Records from a collection:
**********
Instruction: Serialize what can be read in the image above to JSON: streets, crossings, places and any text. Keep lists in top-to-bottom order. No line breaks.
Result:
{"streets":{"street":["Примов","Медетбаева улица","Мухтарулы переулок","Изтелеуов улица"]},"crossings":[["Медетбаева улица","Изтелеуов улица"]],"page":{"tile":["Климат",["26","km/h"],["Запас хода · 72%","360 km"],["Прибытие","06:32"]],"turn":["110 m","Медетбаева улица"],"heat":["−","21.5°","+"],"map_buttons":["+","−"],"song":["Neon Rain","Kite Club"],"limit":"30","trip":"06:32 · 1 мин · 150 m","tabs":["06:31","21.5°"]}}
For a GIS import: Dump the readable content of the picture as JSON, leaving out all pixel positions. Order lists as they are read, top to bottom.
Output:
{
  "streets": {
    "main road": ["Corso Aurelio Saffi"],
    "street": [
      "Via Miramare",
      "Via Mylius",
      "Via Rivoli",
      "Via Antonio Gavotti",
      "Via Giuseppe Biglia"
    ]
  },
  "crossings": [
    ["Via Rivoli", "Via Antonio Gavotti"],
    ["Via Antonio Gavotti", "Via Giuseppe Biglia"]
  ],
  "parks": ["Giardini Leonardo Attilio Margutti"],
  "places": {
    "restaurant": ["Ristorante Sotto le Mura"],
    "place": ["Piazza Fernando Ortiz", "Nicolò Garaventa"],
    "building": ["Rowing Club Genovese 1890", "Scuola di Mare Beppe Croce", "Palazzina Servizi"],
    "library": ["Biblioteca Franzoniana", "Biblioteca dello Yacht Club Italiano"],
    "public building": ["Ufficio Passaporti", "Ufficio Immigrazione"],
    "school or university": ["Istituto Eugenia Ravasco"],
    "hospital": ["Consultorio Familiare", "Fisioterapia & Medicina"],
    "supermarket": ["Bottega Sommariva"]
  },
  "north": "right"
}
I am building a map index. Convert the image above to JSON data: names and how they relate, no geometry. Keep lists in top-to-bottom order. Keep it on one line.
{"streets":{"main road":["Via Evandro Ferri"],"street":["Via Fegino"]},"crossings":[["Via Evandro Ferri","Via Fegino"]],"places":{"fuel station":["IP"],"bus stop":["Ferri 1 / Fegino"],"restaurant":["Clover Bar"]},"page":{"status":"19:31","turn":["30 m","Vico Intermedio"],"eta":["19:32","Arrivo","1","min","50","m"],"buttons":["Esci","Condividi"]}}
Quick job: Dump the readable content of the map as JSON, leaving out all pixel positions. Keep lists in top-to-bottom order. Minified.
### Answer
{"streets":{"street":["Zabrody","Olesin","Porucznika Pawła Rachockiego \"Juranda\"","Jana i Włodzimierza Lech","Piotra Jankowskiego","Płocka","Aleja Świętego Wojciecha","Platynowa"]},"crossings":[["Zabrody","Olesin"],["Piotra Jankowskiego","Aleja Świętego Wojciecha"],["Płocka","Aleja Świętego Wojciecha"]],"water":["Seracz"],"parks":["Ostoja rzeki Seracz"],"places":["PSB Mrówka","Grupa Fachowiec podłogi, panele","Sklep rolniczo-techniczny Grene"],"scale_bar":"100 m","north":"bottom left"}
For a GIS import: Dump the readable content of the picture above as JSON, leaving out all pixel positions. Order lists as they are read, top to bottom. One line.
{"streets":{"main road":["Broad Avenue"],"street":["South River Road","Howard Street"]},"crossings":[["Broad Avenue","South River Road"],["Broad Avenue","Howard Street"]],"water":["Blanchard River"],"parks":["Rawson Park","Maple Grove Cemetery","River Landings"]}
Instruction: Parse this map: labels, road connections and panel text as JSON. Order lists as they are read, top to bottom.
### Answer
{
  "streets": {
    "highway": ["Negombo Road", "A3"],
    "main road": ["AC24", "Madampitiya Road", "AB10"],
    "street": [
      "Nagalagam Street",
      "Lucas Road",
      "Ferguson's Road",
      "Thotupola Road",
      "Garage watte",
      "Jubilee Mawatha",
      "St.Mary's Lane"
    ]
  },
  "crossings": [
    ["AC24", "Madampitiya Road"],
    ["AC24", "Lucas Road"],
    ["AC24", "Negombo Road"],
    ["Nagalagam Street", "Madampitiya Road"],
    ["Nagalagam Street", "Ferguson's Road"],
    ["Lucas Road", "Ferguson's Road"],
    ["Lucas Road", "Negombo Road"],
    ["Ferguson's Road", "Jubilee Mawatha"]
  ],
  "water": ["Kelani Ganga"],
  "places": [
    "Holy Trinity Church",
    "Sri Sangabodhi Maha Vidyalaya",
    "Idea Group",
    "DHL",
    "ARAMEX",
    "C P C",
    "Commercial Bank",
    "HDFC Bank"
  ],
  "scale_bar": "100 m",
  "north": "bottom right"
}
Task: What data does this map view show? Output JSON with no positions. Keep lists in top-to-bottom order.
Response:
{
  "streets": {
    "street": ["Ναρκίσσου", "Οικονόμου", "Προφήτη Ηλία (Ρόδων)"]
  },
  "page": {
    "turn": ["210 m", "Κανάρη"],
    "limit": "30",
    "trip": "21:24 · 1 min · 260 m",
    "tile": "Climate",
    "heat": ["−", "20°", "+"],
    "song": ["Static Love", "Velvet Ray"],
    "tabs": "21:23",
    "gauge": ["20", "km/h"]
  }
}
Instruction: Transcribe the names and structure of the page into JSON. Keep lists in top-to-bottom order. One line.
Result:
**********
**What to do**. All lines of the records above that contain the word "Instruction" are to be copied out.

**Written reply**.
Instruction: Serialize what can be read in the image above to JSON: streets, crossings, places and any text. Keep lists in top-to-bottom order. No line breaks.
Instruction: Parse this map: labels, road connections and panel text as JSON. Order lists as they are read, top to bottom.
Instruction: Transcribe the names and structure of the page into JSON. Keep lists in top-to-bottom order. One line.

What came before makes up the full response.